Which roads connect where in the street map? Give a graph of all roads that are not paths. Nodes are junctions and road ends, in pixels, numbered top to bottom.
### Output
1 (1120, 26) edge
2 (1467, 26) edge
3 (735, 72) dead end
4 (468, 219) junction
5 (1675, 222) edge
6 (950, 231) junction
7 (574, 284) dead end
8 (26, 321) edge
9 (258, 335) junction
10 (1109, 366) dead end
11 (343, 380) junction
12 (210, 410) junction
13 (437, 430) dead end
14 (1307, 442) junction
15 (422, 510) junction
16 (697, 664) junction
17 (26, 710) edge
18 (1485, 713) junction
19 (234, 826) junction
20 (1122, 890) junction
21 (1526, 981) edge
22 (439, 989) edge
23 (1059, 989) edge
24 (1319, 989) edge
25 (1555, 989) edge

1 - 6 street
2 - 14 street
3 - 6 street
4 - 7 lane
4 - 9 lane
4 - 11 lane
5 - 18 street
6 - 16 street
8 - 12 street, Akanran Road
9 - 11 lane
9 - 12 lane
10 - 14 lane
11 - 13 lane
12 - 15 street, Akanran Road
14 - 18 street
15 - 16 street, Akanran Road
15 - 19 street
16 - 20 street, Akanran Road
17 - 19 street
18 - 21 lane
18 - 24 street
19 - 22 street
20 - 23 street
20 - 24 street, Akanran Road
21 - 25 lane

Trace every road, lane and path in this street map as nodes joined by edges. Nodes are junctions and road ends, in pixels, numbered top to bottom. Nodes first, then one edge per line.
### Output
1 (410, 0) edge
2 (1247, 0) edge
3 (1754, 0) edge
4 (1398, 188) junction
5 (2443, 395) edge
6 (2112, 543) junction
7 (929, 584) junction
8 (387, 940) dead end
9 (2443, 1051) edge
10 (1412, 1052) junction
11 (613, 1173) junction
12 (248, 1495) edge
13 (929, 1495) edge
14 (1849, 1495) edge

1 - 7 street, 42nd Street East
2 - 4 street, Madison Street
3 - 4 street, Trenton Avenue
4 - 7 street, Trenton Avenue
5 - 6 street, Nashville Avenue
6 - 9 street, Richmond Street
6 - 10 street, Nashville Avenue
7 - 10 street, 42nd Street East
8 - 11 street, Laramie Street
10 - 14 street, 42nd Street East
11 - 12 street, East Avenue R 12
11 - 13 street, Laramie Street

→ **Task to complete**:
Scan the data above for the string "pixels". Copy every line in which it appears.

→ **Answer section**:
Which roads connect where in the street map? Give a graph of all roads that are not paths. Nodes are junctions and road ends, in pixels, numbered top to bottom.
Trace every road, lane and path in this street map as nodes joined by edges. Nodes are junctions and road ends, in pixels, numbered top to bottom. Nodes first, then one edge per line.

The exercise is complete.